**Task item:** Count how many lines in the entries below hold the string "Answer", and respond with that number only.

(Material shown)

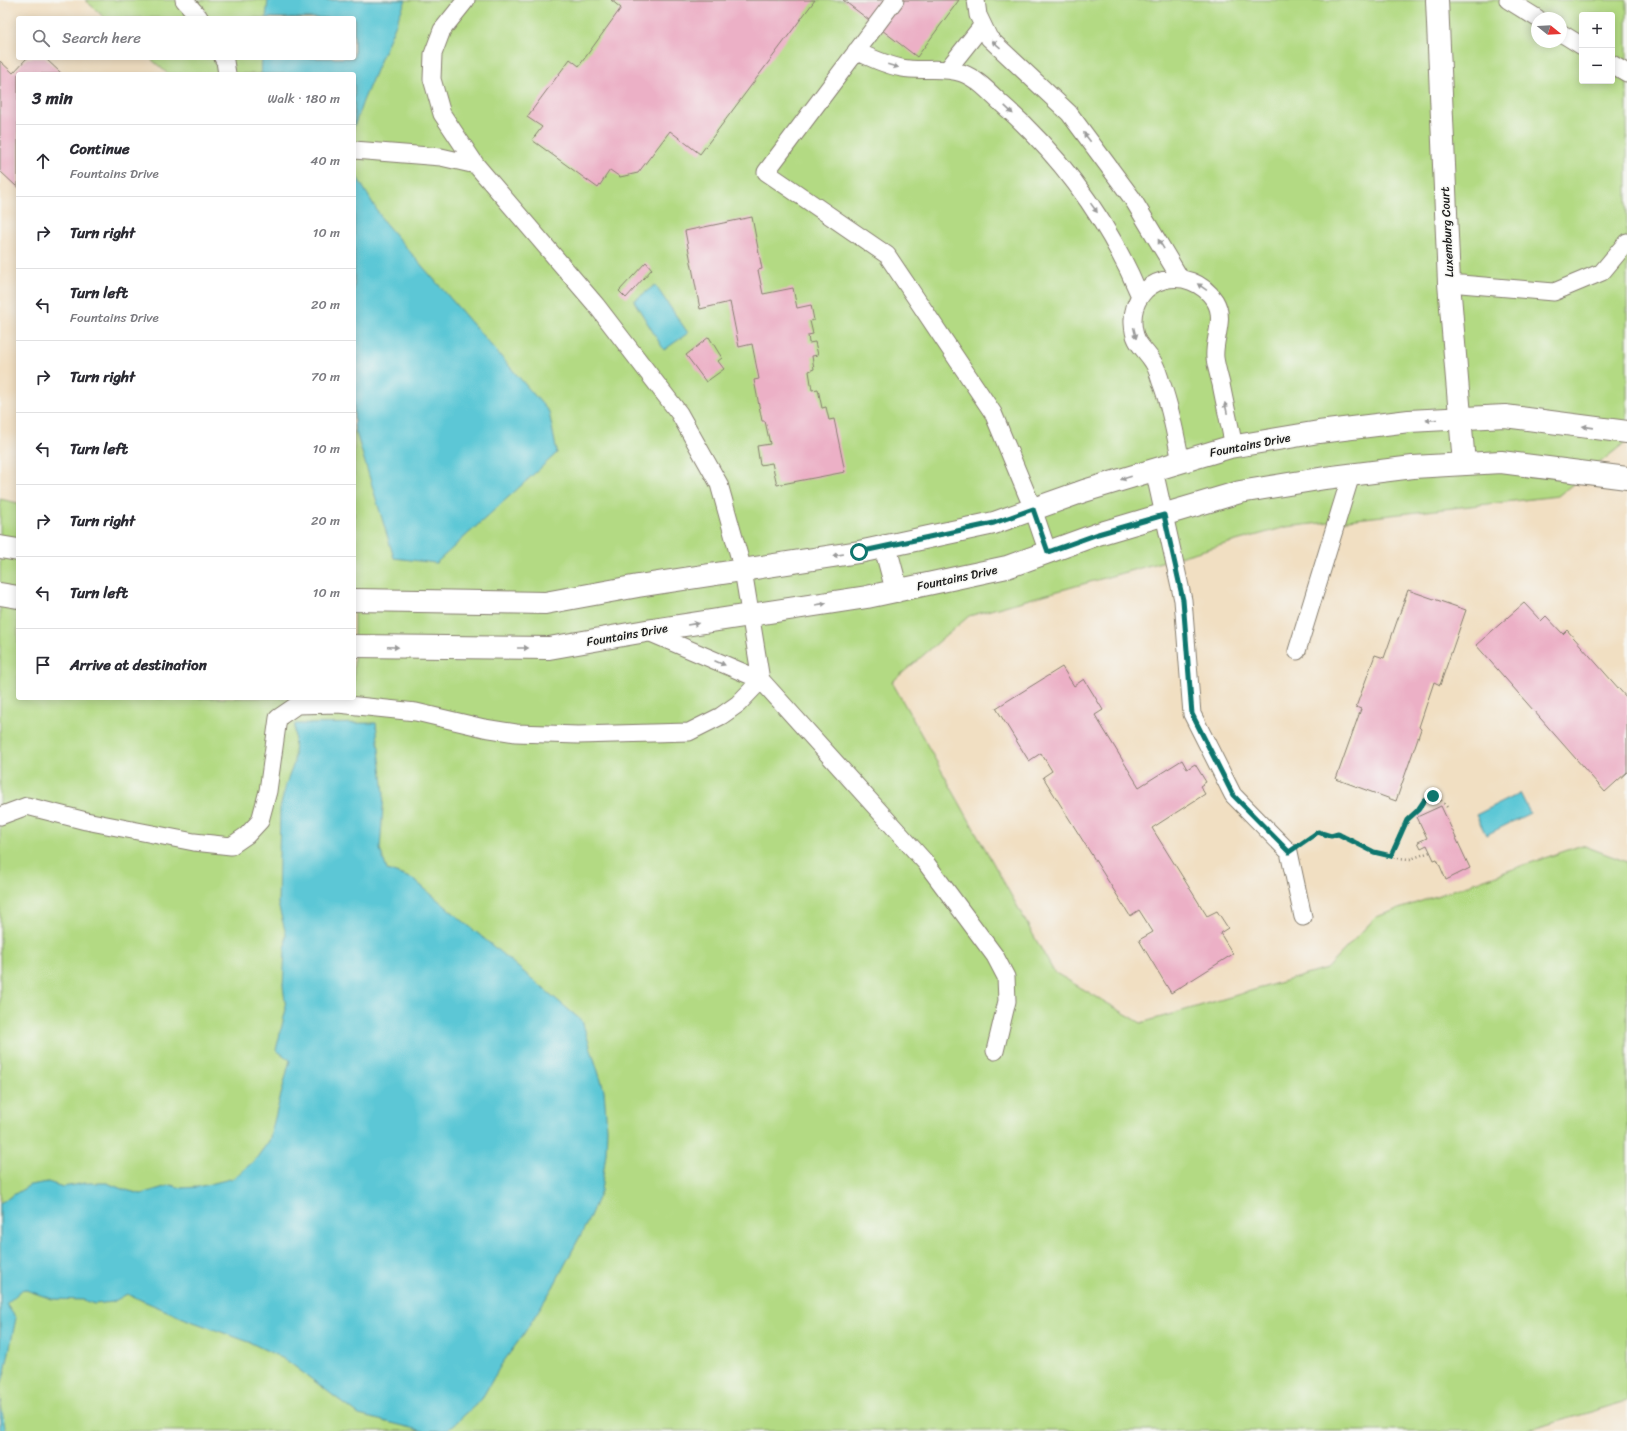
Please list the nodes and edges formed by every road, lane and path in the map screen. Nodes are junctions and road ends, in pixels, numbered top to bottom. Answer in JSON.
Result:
{"nodes":[{"id":1,"x":184,"y":0,"type":"edge"},
{"id":2,"x":201,"y":0,"type":"edge"},
{"id":3,"x":466,"y":0,"type":"edge"},
{"id":4,"x":895,"y":0,"type":"edge"},
{"id":5,"x":976,"y":0,"type":"edge"},
{"id":6,"x":1437,"y":0,"type":"edge"},
{"id":7,"x":1508,"y":0,"type":"edge"},
{"id":8,"x":1531,"y":14,"type":"edge"},
{"id":9,"x":197,"y":16,"type":"edge"},
{"id":10,"x":199,"y":16,"type":"edge"},
{"id":11,"x":982,"y":26,"type":"junction"},
{"id":12,"x":1567,"y":37,"type":"edge"},
{"id":13,"x":1579,"y":44,"type":"edge"},
{"id":14,"x":856,"y":52,"type":"junction"},
{"id":15,"x":224,"y":60,"type":"edge"},
{"id":16,"x":1615,"y":66,"type":"edge"},
{"id":17,"x":947,"y":70,"type":"junction"},
{"id":18,"x":227,"y":72,"type":"edge"},
{"id":19,"x":1627,"y":73,"type":"edge"},
{"id":20,"x":356,"y":150,"type":"edge"},
{"id":21,"x":476,"y":166,"type":"junction"},
{"id":22,"x":1627,"y":242,"type":"edge"},
{"id":23,"x":1180,"y":278,"type":"junction"},
{"id":24,"x":1449,"y":283,"type":"junction"},
{"id":25,"x":1140,"y":296,"type":"junction"},
{"id":26,"x":1462,"y":418,"type":"junction"},
{"id":27,"x":1627,"y":432,"type":"edge"},
{"id":28,"x":1234,"y":446,"type":"junction"},
{"id":29,"x":1182,"y":461,"type":"junction"},
{"id":30,"x":1464,"y":464,"type":"junction"},
{"id":31,"x":1154,"y":470,"type":"junction"},
{"id":32,"x":1351,"y":475,"type":"junction"},
{"id":33,"x":1627,"y":478,"type":"edge"},
{"id":34,"x":1033,"y":509,"type":"junction"},
{"id":35,"x":1164,"y":515,"type":"junction"},
{"id":36,"x":885,"y":546,"type":"junction"},
{"id":37,"x":0,"y":547,"type":"edge"},
{"id":38,"x":16,"y":550,"type":"edge"},
{"id":39,"x":1048,"y":552,"type":"junction"},
{"id":40,"x":743,"y":570,"type":"junction"},
{"id":41,"x":897,"y":591,"type":"junction"},
{"id":42,"x":0,"y":594,"type":"edge"},
{"id":43,"x":16,"y":597,"type":"edge"},
{"id":44,"x":356,"y":600,"type":"edge"},
{"id":45,"x":752,"y":614,"type":"junction"},
{"id":46,"x":646,"y":631,"type":"junction"},
{"id":47,"x":356,"y":646,"type":"edge"},
{"id":48,"x":1296,"y":651,"type":"dead end"},
{"id":49,"x":761,"y":680,"type":"junction"},
{"id":50,"x":1447,"y":807,"type":"dead end"},
{"id":51,"x":0,"y":816,"type":"edge"},
{"id":52,"x":1289,"y":852,"type":"junction"},
{"id":53,"x":1430,"y":852,"type":"dead end"},
{"id":54,"x":1391,"y":856,"type":"junction"},
{"id":55,"x":1304,"y":917,"type":"dead end"},
{"id":56,"x":995,"y":1052,"type":"dead end"}],
"edges":[{"from":1,"to":9,"type":"lane"},
{"from":2,"to":10,"type":"lane"},
{"from":3,"to":21,"type":"lane"},
{"from":4,"to":14,"type":"lane"},
{"from":5,"to":11,"type":"lane"},
{"from":6,"to":24,"type":"street","name":"Luxemburg Court"},
{"from":7,"to":8,"type":"lane"},
{"from":11,"to":17,"type":"lane"},
{"from":23,"to":11,"type":"lane","one_way":true},
{"from":12,"to":13,"type":"lane"},
{"from":14,"to":17,"type":"lane","one_way":true},
{"from":14,"to":34,"type":"lane"},
{"from":15,"to":18,"type":"lane"},
{"from":16,"to":19,"type":"lane"},
{"from":17,"to":25,"type":"lane","one_way":true},
{"from":20,"to":21,"type":"lane"},
{"from":21,"to":40,"type":"lane"},
{"from":22,"to":24,"type":"lane"},
{"from":23,"to":25,"type":"lane"},
{"from":28,"to":23,"type":"lane","one_way":true},
{"from":24,"to":26,"type":"street","name":"Luxemburg Court"},
{"from":25,"to":29,"type":"lane","one_way":true},
{"from":27,"to":26,"type":"street","name":"Fountains Drive","one_way":true},
{"from":26,"to":28,"type":"street","name":"Fountains Drive","one_way":true},
{"from":26,"to":30,"type":"street","name":"Luxemburg Court"},
{"from":28,"to":29,"type":"street","name":"Fountains Drive"},
{"from":29,"to":31,"type":"street","name":"Fountains Drive"},
{"from":30,"to":32,"type":"street","name":"Fountains Drive"},
{"from":30,"to":33,"type":"street","name":"Fountains Drive"},
{"from":31,"to":34,"type":"street","name":"Fountains Drive","one_way":true},
{"from":31,"to":35,"type":"lane"},
{"from":32,"to":35,"type":"street","name":"Fountains Drive"},
{"from":32,"to":48,"type":"lane"},
{"from":34,"to":36,"type":"street","name":"Fountains Drive"},
{"from":34,"to":39,"type":"lane"},
{"from":35,"to":39,"type":"street","name":"Fountains Drive"},
{"from":35,"to":52,"type":"lane"},
{"from":36,"to":40,"type":"street","name":"Fountains Drive","one_way":true},
{"from":36,"to":41,"type":"street"},
{"from":37,"to":38,"type":"street"},
{"from":39,"to":41,"type":"street","name":"Fountains Drive"},
{"from":40,"to":44,"type":"street","name":"Fountains Drive"},
{"from":40,"to":45,"type":"lane"},
{"from":45,"to":41,"type":"street","name":"Fountains Drive","one_way":true},
{"from":42,"to":43,"type":"street"},
{"from":46,"to":45,"type":"street","name":"Fountains Drive","one_way":true},
{"from":45,"to":49,"type":"lane"},
{"from":47,"to":46,"type":"street","name":"Fountains Drive","one_way":true},
{"from":46,"to":49,"type":"lane","one_way":true},
{"from":49,"to":51,"type":"lane"},
{"from":49,"to":56,"type":"lane"},
{"from":50,"to":54,"type":"path"},
{"from":52,"to":54,"type":"path"},
{"from":52,"to":55,"type":"lane"},
{"from":53,"to":54,"type":"path"}]}
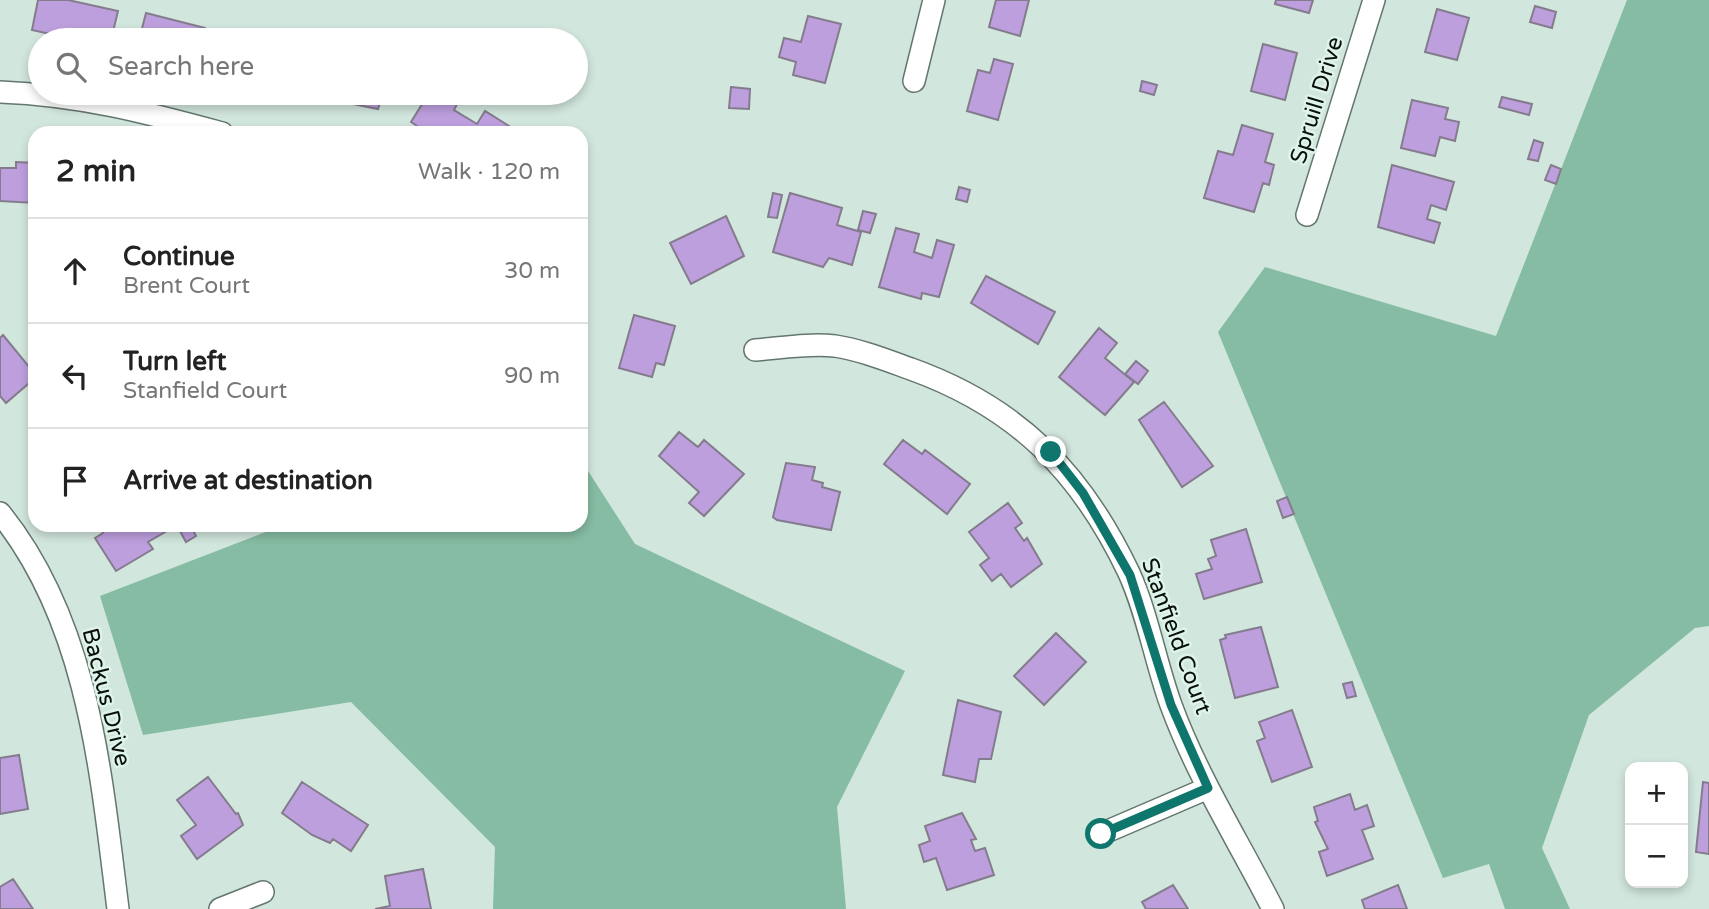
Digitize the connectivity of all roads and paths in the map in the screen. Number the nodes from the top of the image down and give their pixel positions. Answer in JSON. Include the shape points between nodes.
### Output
{"nodes":[{"id":1,"x":934,"y":0,"type":"edge"},
{"id":2,"x":1374,"y":0,"type":"edge"},
{"id":3,"x":914,"y":81,"type":"dead end"},
{"id":4,"x":0,"y":92,"type":"edge"},
{"id":5,"x":28,"y":93,"type":"edge"},
{"id":6,"x":121,"y":105,"type":"edge"},
{"id":7,"x":197,"y":126,"type":"edge"},
{"id":8,"x":1307,"y":215,"type":"dead end"},
{"id":9,"x":755,"y":350,"type":"dead end"},
{"id":10,"x":0,"y":513,"type":"edge"},
{"id":11,"x":1208,"y":788,"type":"junction"},
{"id":12,"x":1101,"y":834,"type":"dead end"},
{"id":13,"x":262,"y":892,"type":"dead end"},
{"id":14,"x":118,"y":909,"type":"edge"},
{"id":15,"x":220,"y":909,"type":"edge"},
{"id":16,"x":1273,"y":909,"type":"edge"}],
"edges":[{"from":1,"to":3,"type":"street"},
{"from":2,"to":8,"type":"street","name":"Spruill Drive"},
{"from":4,"to":5,"type":"street"},
{"from":6,"to":7,"type":"street"},
{"from":9,"to":11,"type":"street","name":"Stanfield Court","via":[[833,346],[870,354],[976,397],[1051,452],[1083,493],[1130,575],[1171,705]]},
{"from":10,"to":14,"type":"street","name":"Backus Drive","via":[[41,577],[68,640],[95,741]]},
{"from":11,"to":12,"type":"street"},
{"from":11,"to":16,"type":"street","name":"Stanfield Court"},
{"from":13,"to":15,"type":"street"}]}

(End Material shown)

**Reply:** 2